Lack of Visibility into Worker Activity Leaves Companies Susceptible to Data Breaches


The report is based on data collected from risk evaluations carried out on the company’s clients and probable clients. Those danger evaluations underlined just how usual it is for workers to try to sidestep safety controls, download shadow IT, and violate business rules.

If your danger evaluation has identified workers trying to sidestep safety controls, you are not alone. As per the Dtex Systems report, 60% of danger evaluations disclosed attempts by workers to sidestep a company’s safety controls, use of private and unknown browsers, or cases where workers had researched how to sidestep safety controls.

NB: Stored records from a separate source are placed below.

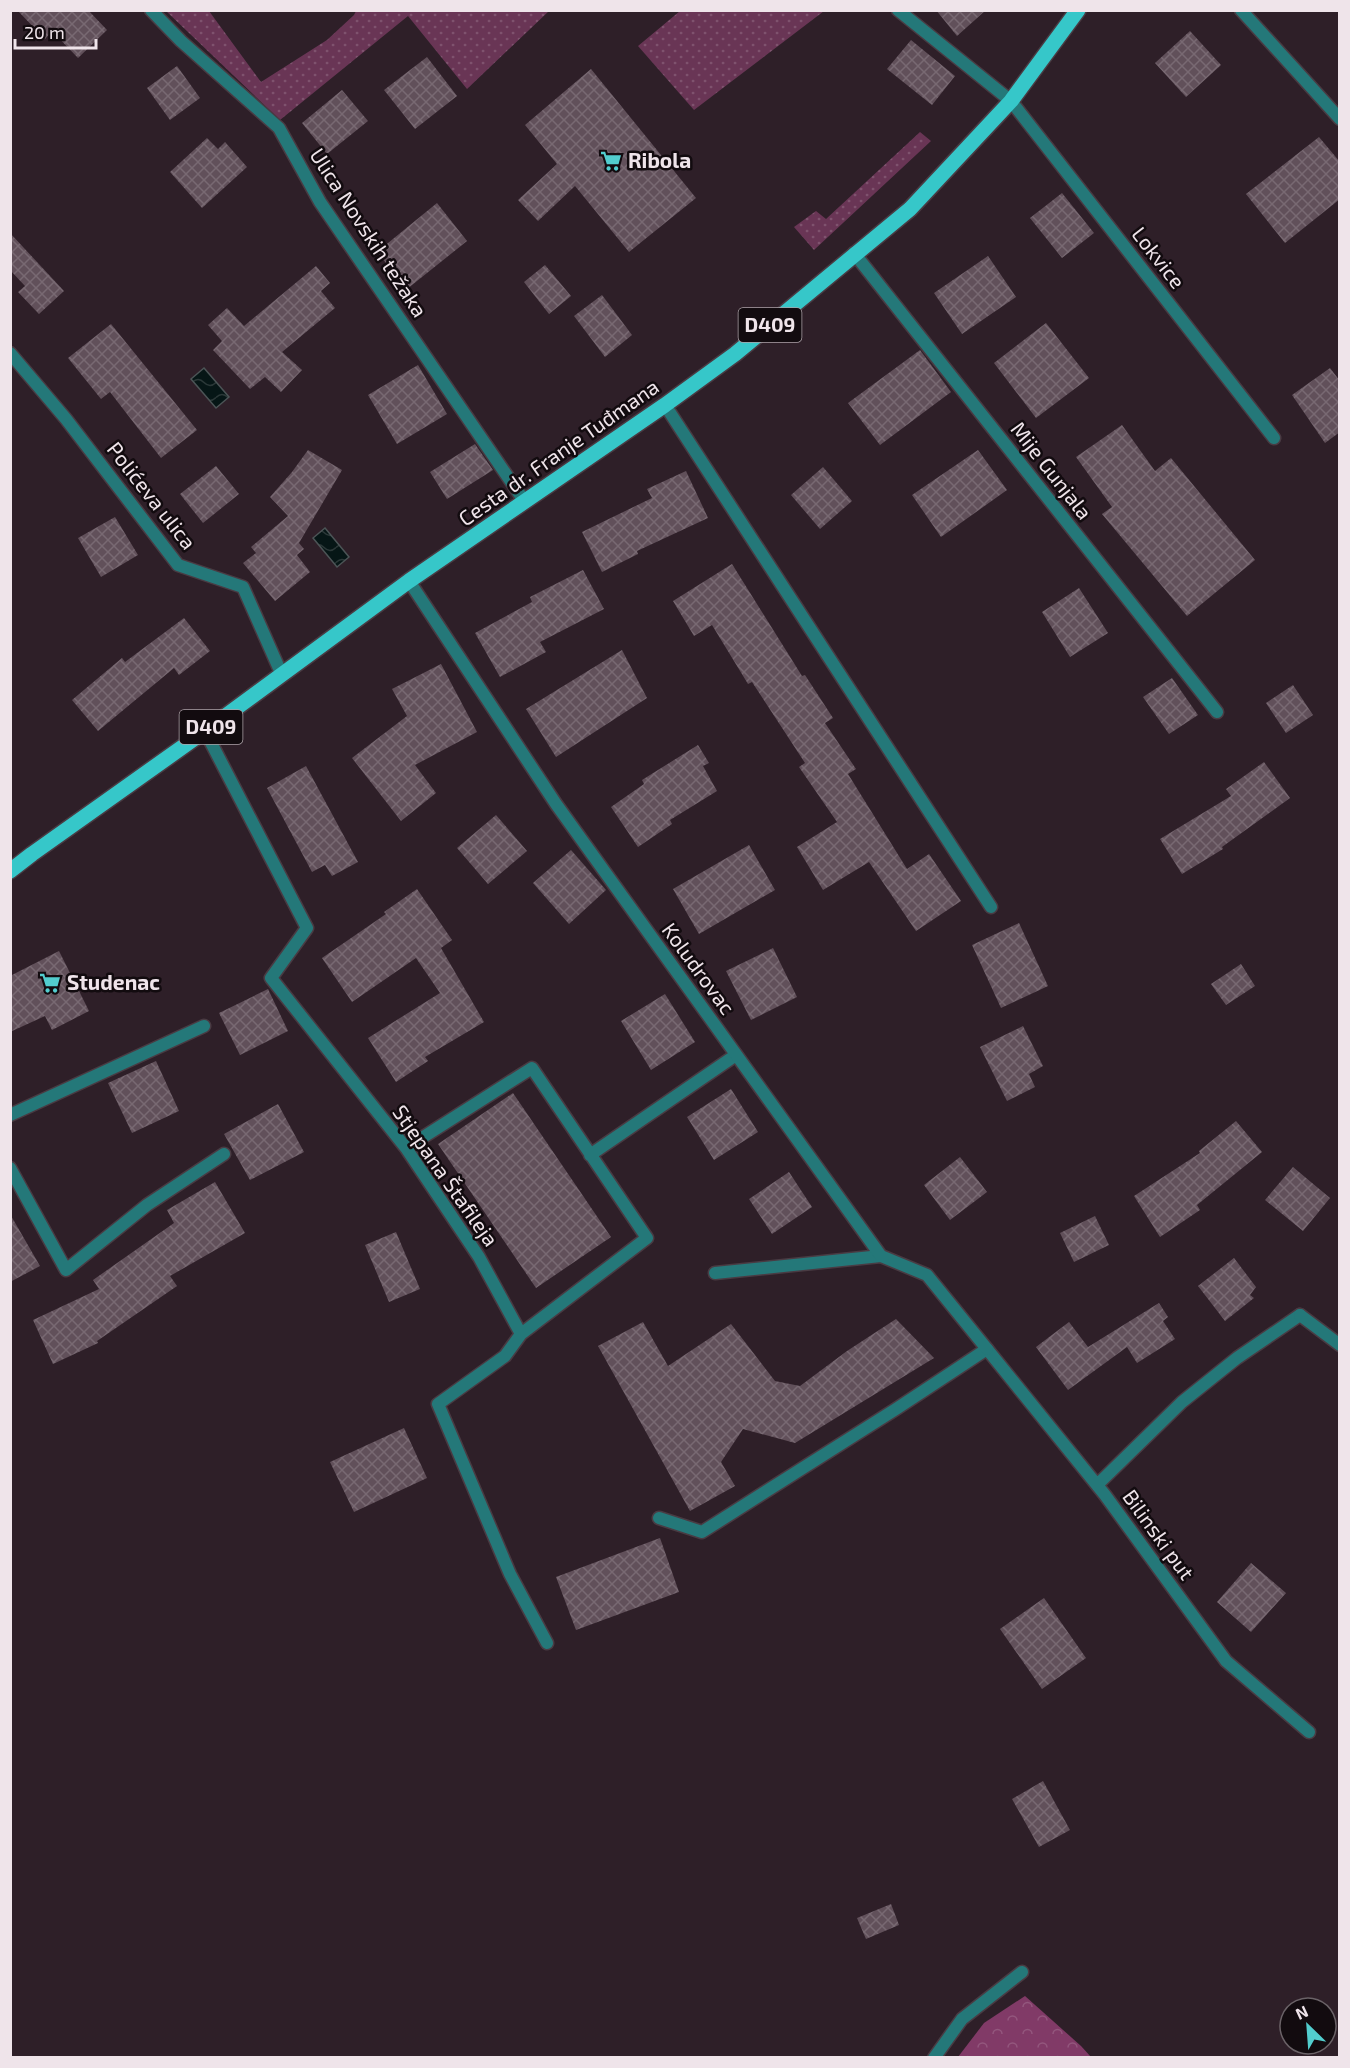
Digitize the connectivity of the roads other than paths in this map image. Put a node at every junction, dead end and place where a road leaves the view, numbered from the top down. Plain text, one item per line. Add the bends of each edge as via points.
1 (151, 10) edge
2 (898, 10) edge
3 (1078, 10) edge
4 (1241, 10) edge
5 (1011, 101) junction
6 (1340, 119) edge
7 (854, 253) junction
8 (10, 353) edge
9 (665, 405) junction
10 (1274, 438) dead end
11 (525, 502) junction
12 (409, 581) junction
13 (282, 675) junction
14 (1217, 712) dead end
15 (205, 731) junction
16 (10, 871) edge
17 (990, 907) dead end
18 (204, 1026) dead end
19 (736, 1055) junction
20 (10, 1115) edge
21 (406, 1148) junction
22 (224, 1154) dead end
23 (590, 1155) junction
24 (10, 1168) edge
25 (881, 1256) junction
26 (715, 1273) dead end
27 (521, 1334) junction
28 (1340, 1345) edge
29 (987, 1349) junction
30 (1097, 1485) junction
31 (659, 1518) dead end
32 (547, 1643) dead end
33 (1309, 1732) dead end
34 (1022, 1972) dead end
35 (934, 2058) edge

1 - 11 street, Ulica Novskih težaka via 279,128 320,202
2 - 5 street, Lokvice
3 - 5 main road, Cesta dr. Franje Tuđmana / D409
4 - 6 street
5 - 7 main road, Cesta dr. Franje Tuđmana / D409 via 910,209
5 - 10 street, Lokvice
7 - 9 main road, Cesta dr. Franje Tuđmana / D409 via 735,354
7 - 14 street, Mije Gunjala
8 - 13 street, Polićeva ulica via 178,565 243,587
9 - 11 main road, Cesta dr. Franje Tuđmana / D409
9 - 17 street
11 - 12 main road, Cesta dr. Franje Tuđmana / D409
12 - 13 main road, Cesta dr. Franje Tuđmana / D409
12 - 19 street, Koludrovac via 556,804
13 - 15 main road, Cesta dr. Franje Tuđmana / D409
15 - 16 main road, Cesta dr. Franje Tuđmana / D409
15 - 21 street, Stjepana Štafileja via 307,928 271,978
18 - 20 street
19 - 23 street
19 - 25 street, Koludrovac
21 - 23 street via 532,1068
21 - 27 street, Stjepana Štafileja via 479,1257
22 - 24 street via 147,1205 66,1270
23 - 27 street via 647,1238
25 - 26 street
25 - 29 street via 927,1275
27 - 32 street via 505,1356 438,1404 510,1574
28 - 30 street via 1300,1315 1182,1402
29 - 30 street, Bilinski put
29 - 31 street via 702,1532
30 - 33 street, Bilinski put via 1226,1661
34 - 35 street via 962,2019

In most instances, workers are trying to sidestep safety controls to gain access to websites that breach conventional internet usage rules – for example, adult content, gaming, and betting sites, and to access P2P file sharing websites. 67% of businesses found incorrect Internet use. It is also usual for workers to try to download shadow IT to make their works easier – use of tools, for example, Caffeine, Dontsleep, WireShark, or SnippingTool is widespread, even though those programs are banned.

Although there might not be any hateful intention, these actions endanger safety and might easily lead to the unintentional disclosure of confidential information or malware infections. Programs like open VPN tools and CCleaner are also usually downloaded – both of which are an indicator of workers trying to cover their tracks, possibly to conceal hateful activities.

72% of risk assessments concluded at least some workers were using high-risk applications or hacking tools and 90% of danger evaluations demonstrated workers were shifting data to unencrypted USB appliances. 78% of businesses also found company data that were publicly accessible online because of errors made by workers.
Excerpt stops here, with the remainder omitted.